Adventures in optimising ChaCha20 for Raaz.

reddit this

In this post, I note down some of the things I learned while optimising ChaCha20 implementation in the Raaz library.

TLDR: Do not waste time on hand optimising when there is GCC, the beast from the savanna.

A brief description of the ChaCha20

We have a chacha state which is essentially a 4x4 matrix of 32-bit unsigned word (Word32 in Haskell). The main body of the chacha transform consists of performing a quarter round, QROUND from now on, first on all the rows of the matrix and then on each of the diagonals of the matrix. For example, if the matrix is

	x0  x4  x8   x12
	x1  x5  x9   x13
	x2  x6  x10  x14
	x3  x7  x11  x15

Then a single round of ChaCha20 is the following operations.

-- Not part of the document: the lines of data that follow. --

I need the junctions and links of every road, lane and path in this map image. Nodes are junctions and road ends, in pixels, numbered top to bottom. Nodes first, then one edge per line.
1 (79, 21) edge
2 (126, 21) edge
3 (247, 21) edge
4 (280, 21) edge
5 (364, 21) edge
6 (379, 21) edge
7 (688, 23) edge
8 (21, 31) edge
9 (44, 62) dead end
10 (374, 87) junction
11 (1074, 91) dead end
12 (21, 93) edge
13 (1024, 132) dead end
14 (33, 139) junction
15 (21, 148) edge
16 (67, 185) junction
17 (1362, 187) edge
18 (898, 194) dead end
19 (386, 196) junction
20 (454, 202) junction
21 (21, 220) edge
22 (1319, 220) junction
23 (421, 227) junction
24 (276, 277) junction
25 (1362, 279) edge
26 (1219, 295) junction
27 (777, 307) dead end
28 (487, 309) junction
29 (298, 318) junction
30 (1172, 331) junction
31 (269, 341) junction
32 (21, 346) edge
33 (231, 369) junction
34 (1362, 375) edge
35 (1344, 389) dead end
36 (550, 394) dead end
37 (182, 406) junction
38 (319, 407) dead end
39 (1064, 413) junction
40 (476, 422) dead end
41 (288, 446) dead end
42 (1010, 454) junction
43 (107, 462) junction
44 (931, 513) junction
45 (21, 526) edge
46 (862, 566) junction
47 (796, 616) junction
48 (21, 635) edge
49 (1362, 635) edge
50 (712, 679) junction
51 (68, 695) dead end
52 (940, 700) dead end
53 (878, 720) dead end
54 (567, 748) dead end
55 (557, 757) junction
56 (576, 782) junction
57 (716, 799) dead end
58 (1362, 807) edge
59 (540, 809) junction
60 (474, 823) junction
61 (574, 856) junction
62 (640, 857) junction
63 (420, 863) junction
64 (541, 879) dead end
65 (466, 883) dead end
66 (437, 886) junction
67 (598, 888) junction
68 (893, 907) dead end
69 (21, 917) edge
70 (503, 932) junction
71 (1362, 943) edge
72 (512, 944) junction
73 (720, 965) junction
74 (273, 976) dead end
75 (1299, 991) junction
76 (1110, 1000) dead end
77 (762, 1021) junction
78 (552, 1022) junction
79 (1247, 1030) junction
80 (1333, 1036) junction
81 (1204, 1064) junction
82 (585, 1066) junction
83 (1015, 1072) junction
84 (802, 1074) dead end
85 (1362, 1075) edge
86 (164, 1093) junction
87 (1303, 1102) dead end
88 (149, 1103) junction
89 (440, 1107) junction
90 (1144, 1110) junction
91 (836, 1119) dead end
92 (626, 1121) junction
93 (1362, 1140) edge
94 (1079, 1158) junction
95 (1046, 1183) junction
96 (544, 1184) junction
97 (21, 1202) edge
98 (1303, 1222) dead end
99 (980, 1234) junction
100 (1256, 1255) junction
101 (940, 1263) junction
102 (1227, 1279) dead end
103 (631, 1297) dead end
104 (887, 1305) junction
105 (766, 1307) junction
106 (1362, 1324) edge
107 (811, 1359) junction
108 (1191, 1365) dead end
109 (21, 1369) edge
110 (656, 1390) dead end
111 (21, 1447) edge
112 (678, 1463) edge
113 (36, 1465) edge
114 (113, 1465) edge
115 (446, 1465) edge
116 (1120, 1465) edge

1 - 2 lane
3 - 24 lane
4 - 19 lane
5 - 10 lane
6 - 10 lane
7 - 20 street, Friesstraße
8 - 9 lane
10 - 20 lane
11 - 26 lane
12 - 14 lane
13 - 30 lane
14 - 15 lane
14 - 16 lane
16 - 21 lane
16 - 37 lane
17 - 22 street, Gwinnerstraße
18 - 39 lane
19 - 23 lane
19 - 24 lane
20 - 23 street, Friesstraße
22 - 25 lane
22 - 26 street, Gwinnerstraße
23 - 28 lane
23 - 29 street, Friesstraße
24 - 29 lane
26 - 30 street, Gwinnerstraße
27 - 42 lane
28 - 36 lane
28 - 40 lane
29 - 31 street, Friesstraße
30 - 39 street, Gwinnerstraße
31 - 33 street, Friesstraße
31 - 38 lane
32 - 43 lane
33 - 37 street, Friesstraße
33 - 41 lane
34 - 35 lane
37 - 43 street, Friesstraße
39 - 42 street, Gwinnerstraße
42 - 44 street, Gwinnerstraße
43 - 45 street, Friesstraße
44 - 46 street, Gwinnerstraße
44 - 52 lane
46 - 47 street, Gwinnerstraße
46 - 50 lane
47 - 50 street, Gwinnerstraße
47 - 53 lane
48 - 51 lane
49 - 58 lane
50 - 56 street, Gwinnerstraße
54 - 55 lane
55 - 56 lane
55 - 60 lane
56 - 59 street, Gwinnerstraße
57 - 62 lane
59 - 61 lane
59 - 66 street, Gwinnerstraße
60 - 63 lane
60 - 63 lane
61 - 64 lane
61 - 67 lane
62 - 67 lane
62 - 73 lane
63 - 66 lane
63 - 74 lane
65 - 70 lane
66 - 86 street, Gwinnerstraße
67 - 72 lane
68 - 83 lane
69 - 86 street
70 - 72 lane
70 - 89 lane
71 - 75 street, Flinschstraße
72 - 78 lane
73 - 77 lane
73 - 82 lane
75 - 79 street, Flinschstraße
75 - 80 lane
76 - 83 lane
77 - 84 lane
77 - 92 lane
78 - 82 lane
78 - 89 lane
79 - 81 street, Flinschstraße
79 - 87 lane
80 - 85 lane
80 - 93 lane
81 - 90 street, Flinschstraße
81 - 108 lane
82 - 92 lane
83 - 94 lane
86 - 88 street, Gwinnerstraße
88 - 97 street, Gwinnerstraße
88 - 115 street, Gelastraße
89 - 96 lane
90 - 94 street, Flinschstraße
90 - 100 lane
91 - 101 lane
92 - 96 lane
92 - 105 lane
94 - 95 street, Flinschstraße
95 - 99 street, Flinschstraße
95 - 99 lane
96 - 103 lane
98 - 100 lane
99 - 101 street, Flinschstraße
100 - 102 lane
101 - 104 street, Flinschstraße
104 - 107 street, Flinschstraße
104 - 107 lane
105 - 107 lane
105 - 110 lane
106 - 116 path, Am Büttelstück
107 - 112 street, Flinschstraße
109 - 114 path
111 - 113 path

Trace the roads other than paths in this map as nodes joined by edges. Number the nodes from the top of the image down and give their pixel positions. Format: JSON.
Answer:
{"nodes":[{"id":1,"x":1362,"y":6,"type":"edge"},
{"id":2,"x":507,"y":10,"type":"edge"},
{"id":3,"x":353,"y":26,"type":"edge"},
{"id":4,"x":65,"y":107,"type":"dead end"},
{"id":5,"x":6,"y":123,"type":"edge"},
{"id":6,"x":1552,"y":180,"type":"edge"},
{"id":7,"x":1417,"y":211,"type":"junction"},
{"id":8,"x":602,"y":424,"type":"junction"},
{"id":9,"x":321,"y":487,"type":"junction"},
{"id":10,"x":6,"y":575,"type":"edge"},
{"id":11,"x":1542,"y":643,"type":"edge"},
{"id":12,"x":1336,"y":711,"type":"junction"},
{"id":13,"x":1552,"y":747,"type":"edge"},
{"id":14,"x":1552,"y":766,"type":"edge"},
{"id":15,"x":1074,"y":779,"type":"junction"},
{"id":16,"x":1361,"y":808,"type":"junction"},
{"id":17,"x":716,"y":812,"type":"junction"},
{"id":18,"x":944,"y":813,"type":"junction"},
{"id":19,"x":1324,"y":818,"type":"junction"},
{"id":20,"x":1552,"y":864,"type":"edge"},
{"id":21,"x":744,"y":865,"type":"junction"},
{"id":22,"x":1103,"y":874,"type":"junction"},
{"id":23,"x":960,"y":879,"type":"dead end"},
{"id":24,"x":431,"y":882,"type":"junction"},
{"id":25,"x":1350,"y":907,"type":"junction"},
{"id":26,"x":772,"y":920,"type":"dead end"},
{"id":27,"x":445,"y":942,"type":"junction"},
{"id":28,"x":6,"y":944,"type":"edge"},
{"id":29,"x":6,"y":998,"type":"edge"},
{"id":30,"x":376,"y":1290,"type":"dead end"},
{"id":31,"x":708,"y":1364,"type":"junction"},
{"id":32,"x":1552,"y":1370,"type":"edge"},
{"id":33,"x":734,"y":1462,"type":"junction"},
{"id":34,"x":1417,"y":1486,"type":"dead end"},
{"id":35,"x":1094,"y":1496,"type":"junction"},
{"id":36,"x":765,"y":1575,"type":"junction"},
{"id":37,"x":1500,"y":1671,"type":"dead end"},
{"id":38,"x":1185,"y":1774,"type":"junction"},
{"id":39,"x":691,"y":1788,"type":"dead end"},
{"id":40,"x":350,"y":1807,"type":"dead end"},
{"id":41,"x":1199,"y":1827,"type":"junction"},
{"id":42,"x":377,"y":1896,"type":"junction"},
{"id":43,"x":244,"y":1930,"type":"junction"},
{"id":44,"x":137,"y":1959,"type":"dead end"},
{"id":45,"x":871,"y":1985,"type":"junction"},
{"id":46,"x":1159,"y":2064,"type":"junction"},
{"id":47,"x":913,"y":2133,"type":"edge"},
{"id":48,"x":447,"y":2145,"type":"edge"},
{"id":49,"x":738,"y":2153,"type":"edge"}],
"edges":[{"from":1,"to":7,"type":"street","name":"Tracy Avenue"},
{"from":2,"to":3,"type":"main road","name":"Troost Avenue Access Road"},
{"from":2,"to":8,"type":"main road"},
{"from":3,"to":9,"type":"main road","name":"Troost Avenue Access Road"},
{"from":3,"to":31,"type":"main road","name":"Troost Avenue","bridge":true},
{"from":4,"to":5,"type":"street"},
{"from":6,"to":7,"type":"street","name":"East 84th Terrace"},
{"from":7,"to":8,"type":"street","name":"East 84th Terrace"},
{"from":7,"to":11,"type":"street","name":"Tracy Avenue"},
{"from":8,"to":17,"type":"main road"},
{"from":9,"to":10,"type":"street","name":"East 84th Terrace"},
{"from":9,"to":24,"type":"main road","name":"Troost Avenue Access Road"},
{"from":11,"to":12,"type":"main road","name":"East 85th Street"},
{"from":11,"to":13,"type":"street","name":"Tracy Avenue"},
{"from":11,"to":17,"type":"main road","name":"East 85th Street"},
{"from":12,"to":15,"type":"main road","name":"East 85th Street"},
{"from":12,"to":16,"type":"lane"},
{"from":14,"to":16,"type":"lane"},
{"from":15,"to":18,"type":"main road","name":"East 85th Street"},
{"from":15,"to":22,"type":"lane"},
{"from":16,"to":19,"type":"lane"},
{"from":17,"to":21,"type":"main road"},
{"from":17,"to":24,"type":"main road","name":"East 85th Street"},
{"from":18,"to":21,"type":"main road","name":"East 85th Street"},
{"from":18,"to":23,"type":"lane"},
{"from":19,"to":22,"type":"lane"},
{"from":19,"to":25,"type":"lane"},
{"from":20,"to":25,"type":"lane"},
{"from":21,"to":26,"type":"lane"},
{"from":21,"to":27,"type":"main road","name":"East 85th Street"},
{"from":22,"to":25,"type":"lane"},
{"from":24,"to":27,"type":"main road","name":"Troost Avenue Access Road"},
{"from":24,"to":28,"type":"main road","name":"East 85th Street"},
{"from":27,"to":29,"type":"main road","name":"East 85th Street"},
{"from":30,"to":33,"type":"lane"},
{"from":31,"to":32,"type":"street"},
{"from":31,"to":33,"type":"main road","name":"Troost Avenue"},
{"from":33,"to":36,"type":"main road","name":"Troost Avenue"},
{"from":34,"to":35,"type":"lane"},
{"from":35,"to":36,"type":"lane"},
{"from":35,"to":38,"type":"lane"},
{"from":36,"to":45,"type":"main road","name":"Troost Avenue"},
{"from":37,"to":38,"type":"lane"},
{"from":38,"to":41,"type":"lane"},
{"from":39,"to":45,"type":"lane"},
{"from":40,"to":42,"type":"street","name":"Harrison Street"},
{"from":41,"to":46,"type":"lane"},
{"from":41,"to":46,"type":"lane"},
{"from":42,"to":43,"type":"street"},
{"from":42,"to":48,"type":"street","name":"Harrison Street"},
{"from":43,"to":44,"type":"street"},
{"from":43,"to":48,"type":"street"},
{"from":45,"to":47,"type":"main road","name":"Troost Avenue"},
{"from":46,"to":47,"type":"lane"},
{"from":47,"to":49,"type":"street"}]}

	QROUND(x0, x4, x8,  x12); // QROUND(row0)
	QROUND(x1, x5, x9,  x13); // QROUND(row1)
	QROUND(x2, x6, x10, x14); // QROUND(row2)
	QROUND(x3, x7, x11, x15); // QROUND(row3)

	QROUND(x0, x5, x10, x15); // QROUND(diag0)
	QROUND(x1, x6, x11, x12); // QROUND(diag1)
	QROUND(x2, x7, x8,  x13); // QROUND(diag2)
	QROUND(x3, x4, x9,  x14); // QROUND(diag3)

The chacha20 stream is generated by performing this row and diagonal transformations 20 times followed by some adding up.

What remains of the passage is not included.